**Prompt**
Each of the following records is to be output exactly.

[Stored data entries]
+ + + +
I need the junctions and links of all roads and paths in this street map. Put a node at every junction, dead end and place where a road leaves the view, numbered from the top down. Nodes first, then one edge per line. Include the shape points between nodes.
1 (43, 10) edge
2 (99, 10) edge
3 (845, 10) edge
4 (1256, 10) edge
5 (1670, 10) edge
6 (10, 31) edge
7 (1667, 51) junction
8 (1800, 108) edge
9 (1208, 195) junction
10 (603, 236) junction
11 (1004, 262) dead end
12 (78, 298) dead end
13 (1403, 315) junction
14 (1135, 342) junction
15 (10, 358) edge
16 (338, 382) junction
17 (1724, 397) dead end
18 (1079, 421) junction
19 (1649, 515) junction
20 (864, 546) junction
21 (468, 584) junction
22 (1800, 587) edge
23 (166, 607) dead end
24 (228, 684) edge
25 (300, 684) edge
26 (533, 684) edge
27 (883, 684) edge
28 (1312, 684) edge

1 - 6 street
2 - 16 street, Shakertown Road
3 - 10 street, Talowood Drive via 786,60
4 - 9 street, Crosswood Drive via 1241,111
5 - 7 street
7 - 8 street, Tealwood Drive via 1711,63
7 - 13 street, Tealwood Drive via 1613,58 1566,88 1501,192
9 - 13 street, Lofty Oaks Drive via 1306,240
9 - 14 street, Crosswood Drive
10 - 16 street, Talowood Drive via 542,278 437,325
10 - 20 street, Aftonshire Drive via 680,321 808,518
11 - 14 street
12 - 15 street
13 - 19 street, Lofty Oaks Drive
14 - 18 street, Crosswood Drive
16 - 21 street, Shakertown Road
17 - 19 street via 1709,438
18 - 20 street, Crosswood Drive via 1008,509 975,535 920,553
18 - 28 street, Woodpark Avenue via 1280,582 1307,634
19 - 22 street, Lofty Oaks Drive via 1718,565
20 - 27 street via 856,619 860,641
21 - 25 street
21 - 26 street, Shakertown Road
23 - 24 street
+ + + +
**Response below**
I need the junctions and links of all roads and paths in this street map. Put a node at every junction, dead end and place where a road leaves the view, numbered from the top down. Nodes first, then one edge per line. Include the shape points between nodes.
1 (43, 10) edge
2 (99, 10) edge
3 (845, 10) edge
4 (1256, 10) edge
5 (1670, 10) edge
6 (10, 31) edge
7 (1667, 51) junction
8 (1800, 108) edge
9 (1208, 195) junction
10 (603, 236) junction
11 (1004, 262) dead end
12 (78, 298) dead end
13 (1403, 315) junction
14 (1135, 342) junction
15 (10, 358) edge
16 (338, 382) junction
17 (1724, 397) dead end
18 (1079, 421) junction
19 (1649, 515) junction
20 (864, 546) junction
21 (468, 584) junction
22 (1800, 587) edge
23 (166, 607) dead end
24 (228, 684) edge
25 (300, 684) edge
26 (533, 684) edge
27 (883, 684) edge
28 (1312, 684) edge

1 - 6 street
2 - 16 street, Shakertown Road
3 - 10 street, Talowood Drive via 786,60
4 - 9 street, Crosswood Drive via 1241,111
5 - 7 street
7 - 8 street, Tealwood Drive via 1711,63
7 - 13 street, Tealwood Drive via 1613,58 1566,88 1501,192
9 - 13 street, Lofty Oaks Drive via 1306,240
9 - 14 street, Crosswood Drive
10 - 16 street, Talowood Drive via 542,278 437,325
10 - 20 street, Aftonshire Drive via 680,321 808,518
11 - 14 street
12 - 15 street
13 - 19 street, Lofty Oaks Drive
14 - 18 street, Crosswood Drive
16 - 21 street, Shakertown Road
17 - 19 street via 1709,438
18 - 20 street, Crosswood Drive via 1008,509 975,535 920,553
18 - 28 street, Woodpark Avenue via 1280,582 1307,634
19 - 22 street, Lofty Oaks Drive via 1718,565
20 - 27 street via 856,619 860,641
21 - 25 street
21 - 26 street, Shakertown Road
23 - 24 street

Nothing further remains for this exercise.